In Genesis, Jacob wrestled with an angel and received the new name of Israel, which means “wrestling with God.” Two core principles in Judaism are that we should always stand for the truth, and we must struggle with, question and re-evaluate our positions if necessary.
“Know that truth and righteousness are the ornaments of the soul, and they provide the individual with everlasting courage and confidence” (Rabbi Moshe ben Maimon).
We have all occasionally faced situations where we had to make a decision to either continue supporting a viewpoint or realize we had been wrong and admit our mistake.
Acknowledging an error takes courage, but to make sure our world is based on a foundation of truth, we must resolve to be strong. If we learn what we have supported is untrue, we must proclaim the truth and make sure that those who continue to spread that falsehood are revealed.
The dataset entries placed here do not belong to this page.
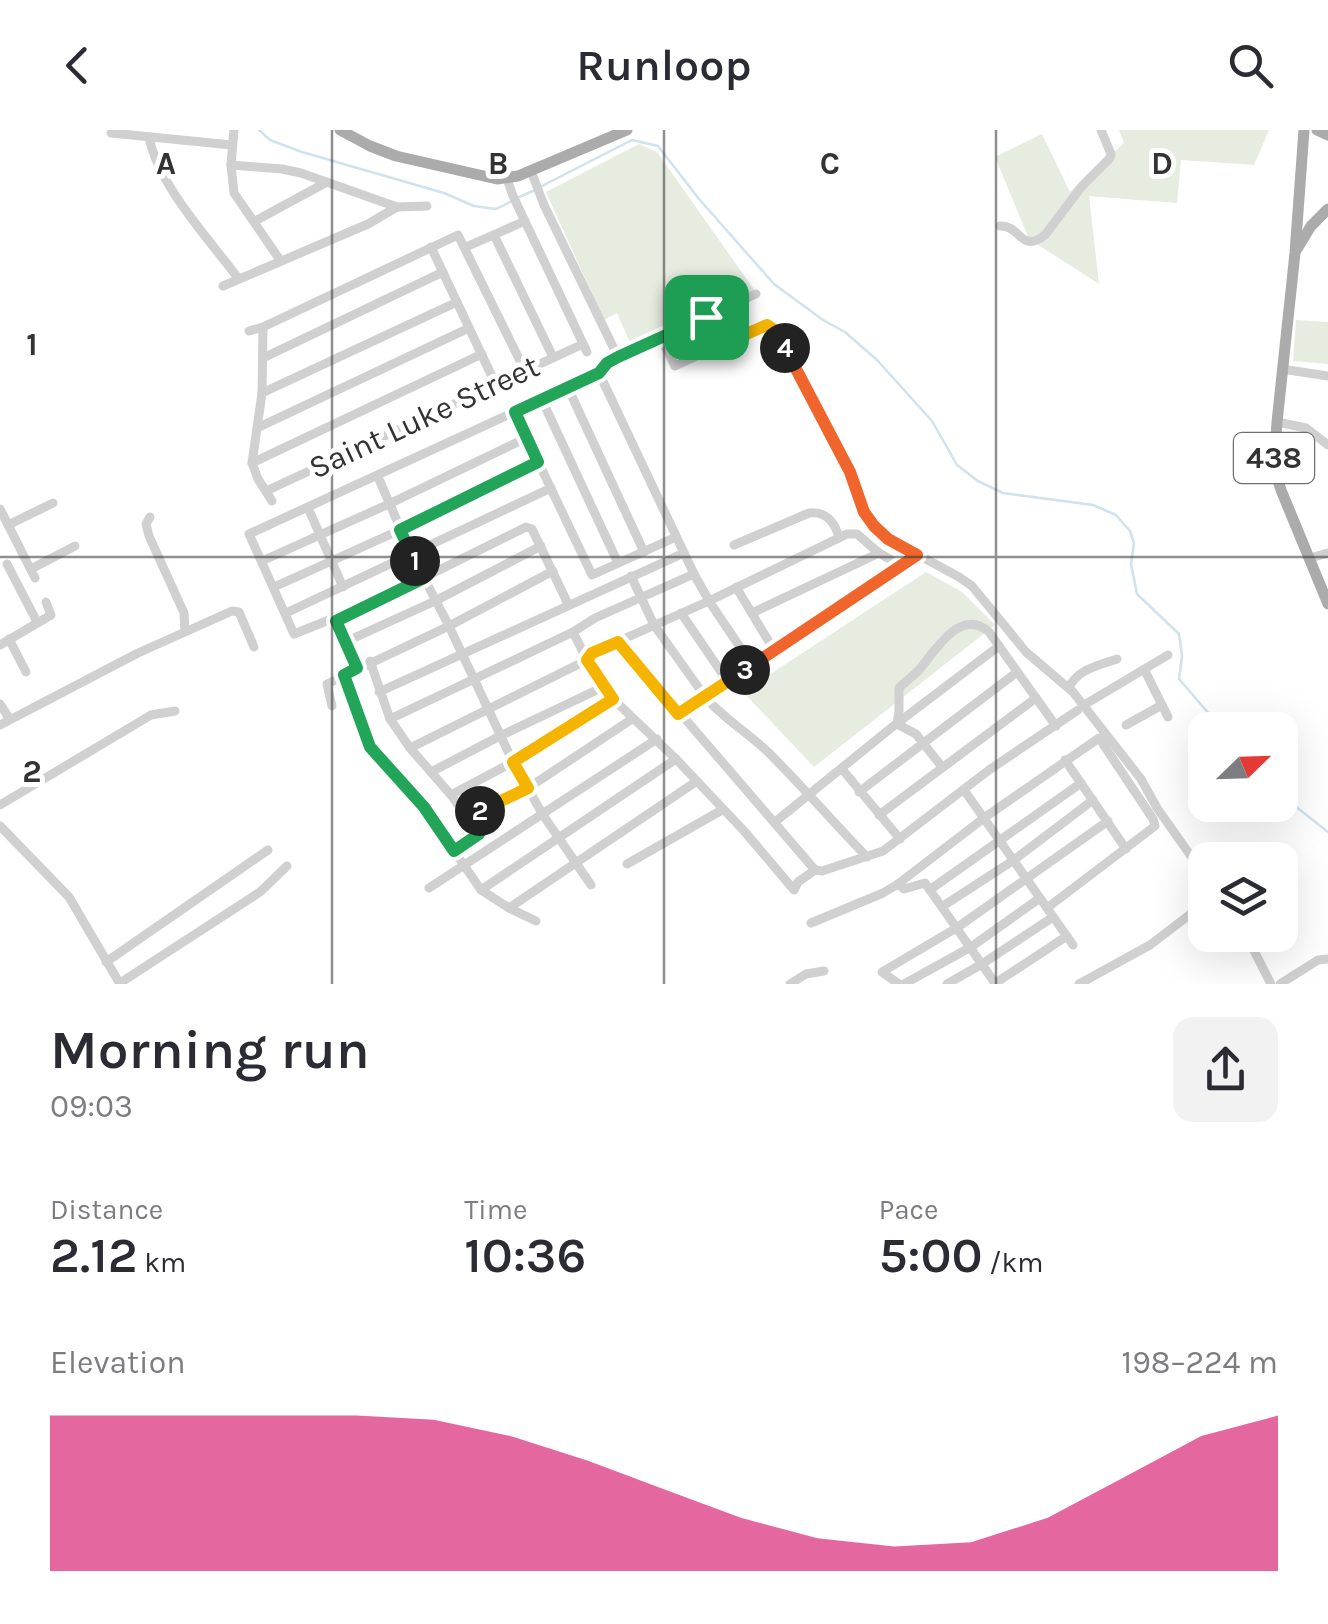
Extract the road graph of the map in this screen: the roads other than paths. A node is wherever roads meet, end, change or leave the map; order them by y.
1 (234, 130) edge
2 (340, 130) edge
3 (626, 130) edge
4 (1101, 130) edge
5 (1304, 130) edge
6 (1317, 130) edge
7 (111, 133) dead end
8 (1328, 136) edge
9 (149, 137) junction
10 (232, 145) junction
11 (231, 165) junction
12 (530, 172) junction
13 (507, 178) junction
14 (327, 182) junction
15 (427, 206) dead end
16 (397, 207) junction
17 (1328, 209) edge
18 (522, 216) junction
19 (254, 221) junction
20 (1000, 226) dead end
21 (494, 235) junction
22 (432, 246) junction
23 (466, 248) junction
24 (1295, 253) junction
25 (280, 260) junction
26 (443, 272) junction
27 (238, 278) junction
28 (223, 286) dead end
29 (756, 294) dead end
30 (458, 302) junction
31 (706, 317) junction
32 (263, 327) junction
33 (469, 328) junction
34 (250, 331) dead end
35 (662, 338) junction
36 (719, 346) junction
37 (482, 354) junction
38 (553, 357) junction
39 (618, 357) junction
40 (263, 358) junction
41 (1282, 368) junction
42 (525, 371) junction
43 (599, 373) junction
44 (1328, 376) edge
45 (496, 385) junction
46 (568, 388) junction
47 (262, 393) junction
48 (542, 400) junction
49 (515, 412) junction
50 (1277, 422) junction
51 (257, 428) junction
52 (526, 438) junction
53 (1328, 444) edge
54 (538, 462) junction
55 (252, 463) junction
56 (378, 476) junction
57 (551, 488) junction
58 (266, 491) junction
59 (272, 501) dead end
60 (54, 502) dead end
61 (389, 504) junction
62 (308, 508) junction
63 (0, 509) edge
64 (150, 516) dead end
65 (8, 525) junction
66 (400, 530) junction
67 (320, 535) junction
68 (676, 537) junction
69 (839, 538) junction
70 (74, 546) dead end
71 (541, 546) junction
72 (734, 546) dead end
73 (644, 552) junction
74 (879, 553) junction
75 (1328, 553) edge
76 (684, 554) junction
77 (412, 555) junction
78 (917, 555) junction
79 (1310, 558) junction
80 (262, 561) junction
81 (331, 562) junction
82 (618, 563) junction
83 (7, 564) dead end
84 (900, 566) junction
85 (553, 571) junction
86 (694, 574) junction
87 (631, 576) junction
88 (424, 578) junction
89 (343, 587) junction
90 (736, 587) junction
91 (274, 588) junction
92 (642, 598) junction
93 (435, 601) junction
94 (709, 601) junction
95 (46, 602) dead end
96 (568, 604) junction
97 (1328, 604) edge
98 (286, 612) junction
99 (681, 613) junction
100 (752, 613) junction
101 (336, 621) junction
102 (38, 622) junction
103 (448, 626) junction
104 (654, 626) junction
105 (185, 632) junction
106 (573, 632) junction
107 (5, 642) edge
108 (345, 642) junction
109 (618, 642) junction
110 (999, 646) junction
111 (254, 647) dead end
112 (774, 650) junction
113 (462, 654) junction
114 (1168, 655) dead end
115 (1117, 659) dead end
116 (587, 660) junction
117 (370, 662) junction
118 (752, 666) junction
119 (357, 668) junction
120 (1145, 671) junction
121 (26, 672) dead end
122 (1017, 672) junction
123 (344, 675) junction
124 (473, 680) junction
125 (728, 682) junction
126 (603, 687) junction
127 (1069, 688) junction
128 (379, 692) junction
129 (706, 698) junction
130 (1036, 698) junction
131 (613, 699) junction
132 (0, 704) edge
133 (1162, 705) junction
134 (332, 706) dead end
135 (1081, 708) junction
136 (487, 709) junction
137 (175, 711) dead end
138 (678, 714) junction
139 (1168, 717) dead end
140 (390, 719) junction
141 (632, 719) junction
142 (4, 722) edge
143 (896, 724) junction
144 (1126, 725) dead end
145 (1056, 726) junction
146 (500, 736) junction
147 (657, 739) junction
148 (925, 743) junction
149 (410, 748) junction
150 (676, 759) junction
151 (1065, 760) junction
152 (513, 762) junction
153 (942, 766) junction
154 (842, 768) junction
155 (431, 772) junction
156 (696, 782) junction
157 (1081, 783) junction
158 (528, 788) junction
159 (964, 790) junction
160 (859, 792) junction
161 (451, 795) junction
162 (809, 796) junction
163 (1093, 800) junction
164 (0, 806) edge
165 (722, 810) junction
166 (879, 814) junction
167 (544, 815) junction
168 (467, 816) junction
169 (984, 818) junction
170 (1108, 821) junction
171 (775, 822) junction
172 (0, 826) edge
173 (559, 838) junction
174 (900, 839) junction
175 (1000, 840) junction
176 (1126, 849) junction
177 (268, 850) dead end
178 (454, 851) junction
179 (1188, 851) edge
180 (867, 857) junction
181 (1014, 860) junction
182 (576, 862) junction
183 (627, 864) dead end
184 (287, 866) dead end
185 (465, 866) junction
186 (815, 870) junction
187 (1027, 880) junction
188 (898, 884) junction
189 (591, 885) dead end
190 (429, 888) dead end
191 (930, 889) junction
192 (481, 890) junction
193 (1040, 898) junction
194 (943, 906) junction
195 (508, 908) junction
196 (1050, 912) junction
197 (1188, 916) edge
198 (536, 921) dead end
199 (810, 923) dead end
200 (958, 927) junction
201 (971, 947) junction
202 (1254, 952) edge
203 (1328, 959) edge
204 (106, 962) junction
205 (982, 964) junction
206 (824, 971) dead end
207 (1269, 981) edge
208 (120, 983) edge
209 (790, 984) edge
210 (899, 984) edge
211 (947, 984) edge
212 (995, 984) edge
213 (1079, 984) edge
214 (1254, 984) edge
215 (1280, 984) edge

1 - 10 street
2 - 13 main road
3 - 12 main road
4 - 20 street
5 - 24 main road
6 - 8 main road
7 - 9 street
9 - 10 street
9 - 27 street
10 - 11 street
11 - 14 street
11 - 19 street
12 - 13 main road
12 - 39 street
13 - 18 street
14 - 16 street
14 - 19 street
15 - 16 street
16 - 25 street
17 - 24 main road, 438
18 - 21 street
18 - 38 street, Saint Luke Street
19 - 25 street
21 - 23 street
21 - 38 street
22 - 23 street
22 - 26 street
22 - 32 street
23 - 42 street
24 - 41 main road, 438
25 - 27 street
26 - 30 street
26 - 40 street
27 - 28 street
29 - 31 street
30 - 33 street
30 - 47 street
31 - 35 street
31 - 36 street
32 - 34 street
32 - 40 street
33 - 37 street
33 - 51 street
35 - 36 street
35 - 39 street
36 - 78 street
37 - 45 street
37 - 55 street
38 - 42 street, Saint Luke Street
39 - 43 street
40 - 47 street
41 - 44 street
41 - 50 main road, 438
42 - 45 street, Saint Luke Street
43 - 46 street
43 - 68 street
45 - 58 street, Saint Luke Street
46 - 48 street
46 - 73 street
47 - 51 street
48 - 49 street
48 - 82 street
49 - 52 street
49 - 56 street
50 - 53 street
50 - 79 main road, 438
51 - 55 street
52 - 54 street
52 - 61 street
54 - 57 street
54 - 66 street
55 - 58 street
56 - 61 street
56 - 62 street
57 - 77 street
57 - 82 street
58 - 59 street
60 - 65 street
61 - 66 street
61 - 67 street
62 - 67 street
62 - 80 street
63 - 65 street
64 - 105 street
65 - 70 street
66 - 77 street
66 - 81 street
67 - 80 street
67 - 81 street
68 - 73 street
68 - 76 street
69 - 72 street
69 - 74 street
69 - 90 street
71 - 85 street
71 - 88 street
71 - 93 street
73 - 82 street
74 - 84 street
74 - 100 street
75 - 79 street
76 - 86 street
76 - 87 street
77 - 88 street
77 - 89 street
78 - 84 street
78 - 127 street
79 - 97 main road, 438
80 - 91 street
81 - 89 street
81 - 91 street
83 - 102 street
84 - 112 street
85 - 96 street
85 - 103 street
86 - 92 street
86 - 94 street
87 - 92 street
87 - 96 street
88 - 93 street
88 - 101 street
89 - 98 street
90 - 94 street
90 - 100 street
91 - 98 street
92 - 104 street
92 - 106 street
93 - 103 street
93 - 108 street
94 - 99 street
94 - 118 street
95 - 102 street
96 - 113 street
98 - 101 street
99 - 104 street
99 - 125 street
100 - 112 street
101 - 108 street
102 - 107 street
103 - 113 street
103 - 117 street
104 - 109 street
104 - 129 street
105 - 111 street
105 - 142 street
106 - 116 street
106 - 124 street
107 - 121 street
108 - 119 street
109 - 116 street
109 - 138 street
110 - 122 street
110 - 143 street
110 - 143 street
112 - 118 street
113 - 124 street
113 - 128 street
114 - 120 street
115 - 127 street
116 - 126 street
116 - 136 street
117 - 119 street
117 - 128 street
118 - 125 street
119 - 123 street
120 - 133 street
120 - 135 street
122 - 130 street
122 - 148 street
123 - 134 street
123 - 178 street
124 - 136 street
124 - 140 street
125 - 129 street
126 - 131 street
126 - 146 street
127 - 135 street
128 - 140 street
129 - 138 street
129 - 162 street
130 - 145 street
130 - 153 street
131 - 141 street
131 - 152 street
132 - 142 street
133 - 139 street
133 - 144 street
135 - 145 street
135 - 179 street
136 - 146 street
136 - 149 street
137 - 164 street
138 - 171 street
140 - 149 street
141 - 147 street
141 - 158 street
143 - 148 street
143 - 154 street
145 - 159 street
146 - 152 street
146 - 155 street
147 - 150 street
147 - 167 street
148 - 153 street
148 - 160 street
149 - 155 street
150 - 156 street
150 - 173 street
151 - 157 street
151 - 169 street
151 - 176 street
152 - 158 street
152 - 161 street
153 - 166 street
154 - 160 street
154 - 162 street
155 - 161 street
156 - 165 street
156 - 182 street
157 - 163 street
157 - 175 street
158 - 167 street
158 - 168 street
159 - 169 street
159 - 174 street
160 - 166 street
161 - 168 street
162 - 171 street
162 - 180 street
163 - 170 street
163 - 181 street
165 - 183 street
165 - 186 street
166 - 174 street
167 - 173 street
167 - 185 street
168 - 178 street
169 - 175 street
169 - 188 street
170 - 176 street
170 - 187 street
171 - 186 street
172 - 204 street
173 - 182 street
173 - 192 street
174 - 180 street
175 - 181 street
175 - 191 street
176 - 196 street
177 - 204 street
178 - 185 street
180 - 186 street
181 - 187 street
181 - 194 street
182 - 189 street
182 - 195 street
184 - 208 street
185 - 190 street
185 - 192 street
187 - 193 street
187 - 200 street
188 - 191 street
188 - 199 street
191 - 194 street
192 - 195 street
193 - 196 street
193 - 201 street
194 - 200 street
195 - 198 street
196 - 205 street
196 - 212 street
197 - 213 street
200 - 201 street
200 - 210 street
201 - 205 street
201 - 210 street
202 - 207 street
203 - 215 street
204 - 208 street
205 - 211 street
205 - 212 street
206 - 209 street
207 - 214 street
It can be embarrassing and humiliating to accept that we have been misled, and it’s tempting to save face by refusing to acknowledge our error. However, if we don’t struggle to uncover the truth, we become complicit in the lie.
When we don’t have the courage to be honest, we may turn to denial, claim ignorance and even vilify those who are exposing the truth, labeling them our “enemies.”
One of the dangers of continuing to spread a false narrative is that it becomes so pervasive it is accepted as the truth, and therefore difficult to “undo” the damage it causes.
“Repeat a lie often enough and it becomes the truth,” is a law of propaganda often attributed to the Nazi Joseph Goebbels.
Once a lie takes hold, it spreads like wildfire and the truth is buried in the flames.
As Mark Twain purportedly said, “A lie can travel half way around the world while the truth is putting on its shoes.”
The longer someone continues perpetrating a falsehood, it becomes more difficult to admit the truth.
Rabbi Solomon Bruer recognized the strength needed to acknowledge one’s mistakes: ”Only he who has the courage to face up to his own wrongdoing and determines to change his ways will find divine mercy.”
The difficulty of admitting one has been conned into supporting a corrupt scheme is commonly known.
“One of the saddest lessons of history is this: If we’ve been bamboozled long enough, we tend to reject any evidence of the bamboozle. We’re no longer interested in finding out the truth … It’s simply too painful to acknowledge, even to ourselves, that we’ve been taken. Once you give a charlatan power over you, you almost never get it back” (Carl Sagan, The Demon-Haunted World).
Our lives feel upended and chaotic when we see people willing to accept deception and lies, and refusing to embrace the truth. We must become like Jacob and wrestle to uncover the truth so we can put our world on firmer ground.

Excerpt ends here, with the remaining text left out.